Top of DATA EXCERPTS
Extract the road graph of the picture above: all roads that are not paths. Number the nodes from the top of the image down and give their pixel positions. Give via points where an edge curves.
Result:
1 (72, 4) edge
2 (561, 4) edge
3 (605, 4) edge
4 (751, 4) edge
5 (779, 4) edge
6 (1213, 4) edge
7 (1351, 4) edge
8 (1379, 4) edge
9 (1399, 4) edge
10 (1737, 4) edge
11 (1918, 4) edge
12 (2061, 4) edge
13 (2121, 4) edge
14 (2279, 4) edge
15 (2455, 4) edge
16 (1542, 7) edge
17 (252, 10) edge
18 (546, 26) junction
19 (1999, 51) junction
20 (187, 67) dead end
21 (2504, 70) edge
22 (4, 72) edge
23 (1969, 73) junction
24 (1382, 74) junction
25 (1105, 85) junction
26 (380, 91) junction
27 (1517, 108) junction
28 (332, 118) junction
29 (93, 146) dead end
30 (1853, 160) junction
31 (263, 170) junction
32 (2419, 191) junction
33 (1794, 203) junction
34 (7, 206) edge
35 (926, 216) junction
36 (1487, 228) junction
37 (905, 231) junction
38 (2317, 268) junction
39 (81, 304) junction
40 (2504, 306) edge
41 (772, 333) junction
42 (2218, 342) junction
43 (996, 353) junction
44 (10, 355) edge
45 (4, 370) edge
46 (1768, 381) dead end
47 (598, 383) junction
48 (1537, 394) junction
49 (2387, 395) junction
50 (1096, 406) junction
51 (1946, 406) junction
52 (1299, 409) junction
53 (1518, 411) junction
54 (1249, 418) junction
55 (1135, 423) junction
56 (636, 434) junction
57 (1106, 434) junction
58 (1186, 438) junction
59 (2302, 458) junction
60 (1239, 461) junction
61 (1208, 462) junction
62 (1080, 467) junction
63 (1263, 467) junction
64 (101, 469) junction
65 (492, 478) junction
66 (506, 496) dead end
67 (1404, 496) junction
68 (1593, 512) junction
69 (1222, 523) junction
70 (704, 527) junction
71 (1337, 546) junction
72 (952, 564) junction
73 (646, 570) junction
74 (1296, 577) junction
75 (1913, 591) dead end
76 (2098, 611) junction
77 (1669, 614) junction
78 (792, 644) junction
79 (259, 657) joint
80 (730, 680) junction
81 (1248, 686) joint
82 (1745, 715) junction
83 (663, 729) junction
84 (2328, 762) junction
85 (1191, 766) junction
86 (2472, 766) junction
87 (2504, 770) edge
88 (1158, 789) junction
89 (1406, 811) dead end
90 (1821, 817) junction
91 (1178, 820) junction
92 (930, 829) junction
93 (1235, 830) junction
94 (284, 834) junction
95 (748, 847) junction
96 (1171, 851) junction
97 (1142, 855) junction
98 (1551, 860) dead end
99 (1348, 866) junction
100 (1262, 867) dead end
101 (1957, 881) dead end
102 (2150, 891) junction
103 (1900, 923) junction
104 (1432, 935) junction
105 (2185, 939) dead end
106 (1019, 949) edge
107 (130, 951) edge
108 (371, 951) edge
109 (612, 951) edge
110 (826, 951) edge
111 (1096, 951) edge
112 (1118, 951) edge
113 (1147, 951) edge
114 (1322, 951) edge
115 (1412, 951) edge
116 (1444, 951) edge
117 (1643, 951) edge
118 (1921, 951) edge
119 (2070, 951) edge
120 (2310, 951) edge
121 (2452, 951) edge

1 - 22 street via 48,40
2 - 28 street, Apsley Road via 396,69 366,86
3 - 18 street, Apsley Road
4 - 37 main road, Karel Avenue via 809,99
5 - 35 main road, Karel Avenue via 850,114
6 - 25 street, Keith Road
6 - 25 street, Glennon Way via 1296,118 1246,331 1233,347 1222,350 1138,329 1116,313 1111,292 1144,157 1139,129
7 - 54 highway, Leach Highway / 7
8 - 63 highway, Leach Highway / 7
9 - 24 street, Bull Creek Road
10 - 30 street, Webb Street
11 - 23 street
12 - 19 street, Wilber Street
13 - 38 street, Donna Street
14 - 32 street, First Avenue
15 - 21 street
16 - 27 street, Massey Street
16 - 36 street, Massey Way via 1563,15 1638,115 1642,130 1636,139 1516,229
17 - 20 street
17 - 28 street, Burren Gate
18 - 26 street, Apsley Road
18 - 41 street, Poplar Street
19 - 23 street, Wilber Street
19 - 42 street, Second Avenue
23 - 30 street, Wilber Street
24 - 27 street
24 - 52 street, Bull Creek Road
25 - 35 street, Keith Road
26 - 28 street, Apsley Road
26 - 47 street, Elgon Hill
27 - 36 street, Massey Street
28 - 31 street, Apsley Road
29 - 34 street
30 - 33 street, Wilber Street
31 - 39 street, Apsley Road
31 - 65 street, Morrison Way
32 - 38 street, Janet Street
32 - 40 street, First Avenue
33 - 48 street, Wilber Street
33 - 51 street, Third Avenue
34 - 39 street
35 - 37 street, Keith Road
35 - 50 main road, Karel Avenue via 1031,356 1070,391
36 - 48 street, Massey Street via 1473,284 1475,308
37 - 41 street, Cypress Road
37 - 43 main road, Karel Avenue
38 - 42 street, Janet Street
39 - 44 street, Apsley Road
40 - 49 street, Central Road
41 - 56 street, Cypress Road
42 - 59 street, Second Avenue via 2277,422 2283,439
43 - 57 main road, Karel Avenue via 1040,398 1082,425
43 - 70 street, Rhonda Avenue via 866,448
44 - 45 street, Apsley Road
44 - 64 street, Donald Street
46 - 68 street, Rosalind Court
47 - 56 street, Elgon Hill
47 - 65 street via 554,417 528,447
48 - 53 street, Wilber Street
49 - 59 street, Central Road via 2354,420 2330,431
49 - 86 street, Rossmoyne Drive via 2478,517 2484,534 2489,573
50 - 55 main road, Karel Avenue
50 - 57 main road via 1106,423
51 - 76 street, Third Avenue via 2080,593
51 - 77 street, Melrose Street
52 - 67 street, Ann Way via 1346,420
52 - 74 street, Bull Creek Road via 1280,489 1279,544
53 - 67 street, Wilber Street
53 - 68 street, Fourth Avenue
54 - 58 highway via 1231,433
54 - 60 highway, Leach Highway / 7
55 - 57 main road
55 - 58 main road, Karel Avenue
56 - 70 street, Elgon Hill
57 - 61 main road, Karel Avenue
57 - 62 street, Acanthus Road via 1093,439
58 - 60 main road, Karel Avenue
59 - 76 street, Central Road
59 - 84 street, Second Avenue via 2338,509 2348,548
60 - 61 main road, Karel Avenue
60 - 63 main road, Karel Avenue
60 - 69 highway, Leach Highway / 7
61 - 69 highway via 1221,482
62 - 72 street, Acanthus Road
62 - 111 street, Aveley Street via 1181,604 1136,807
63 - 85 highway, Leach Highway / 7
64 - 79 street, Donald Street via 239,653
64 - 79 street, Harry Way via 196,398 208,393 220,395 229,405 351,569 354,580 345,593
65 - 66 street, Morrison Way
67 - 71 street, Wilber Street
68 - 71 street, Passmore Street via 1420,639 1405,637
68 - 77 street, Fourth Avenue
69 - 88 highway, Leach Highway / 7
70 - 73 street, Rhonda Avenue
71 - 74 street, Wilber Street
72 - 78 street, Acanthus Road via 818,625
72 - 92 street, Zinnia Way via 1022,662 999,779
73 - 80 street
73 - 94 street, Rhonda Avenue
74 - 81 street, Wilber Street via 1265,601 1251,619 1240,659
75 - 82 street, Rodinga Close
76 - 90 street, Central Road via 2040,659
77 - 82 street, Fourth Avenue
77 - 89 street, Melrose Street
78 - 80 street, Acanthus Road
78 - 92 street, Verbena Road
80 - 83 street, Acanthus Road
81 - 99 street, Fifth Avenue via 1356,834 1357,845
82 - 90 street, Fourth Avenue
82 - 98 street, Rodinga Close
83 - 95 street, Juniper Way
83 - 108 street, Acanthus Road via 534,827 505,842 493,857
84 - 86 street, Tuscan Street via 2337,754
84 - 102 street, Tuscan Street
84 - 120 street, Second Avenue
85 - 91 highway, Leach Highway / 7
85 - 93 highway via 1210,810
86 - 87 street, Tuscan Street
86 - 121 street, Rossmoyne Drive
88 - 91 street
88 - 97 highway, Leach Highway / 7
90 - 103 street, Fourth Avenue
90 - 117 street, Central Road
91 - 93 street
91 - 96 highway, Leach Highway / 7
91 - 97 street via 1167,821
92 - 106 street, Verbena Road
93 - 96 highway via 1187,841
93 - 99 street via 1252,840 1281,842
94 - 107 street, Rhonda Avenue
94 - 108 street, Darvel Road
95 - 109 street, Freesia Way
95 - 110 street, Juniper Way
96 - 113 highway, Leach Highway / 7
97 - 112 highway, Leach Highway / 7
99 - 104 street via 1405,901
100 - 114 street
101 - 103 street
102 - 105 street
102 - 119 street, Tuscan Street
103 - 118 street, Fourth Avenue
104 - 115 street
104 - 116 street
Bottom of DATA EXCERPTS
TASK REQUIREMENTS -
Reproduce every line above that contains the string "Rossmoyne".

WRITTEN ANSWER -
49 - 86 street, Rossmoyne Drive via 2478,517 2484,534 2489,573
86 - 121 street, Rossmoyne Drive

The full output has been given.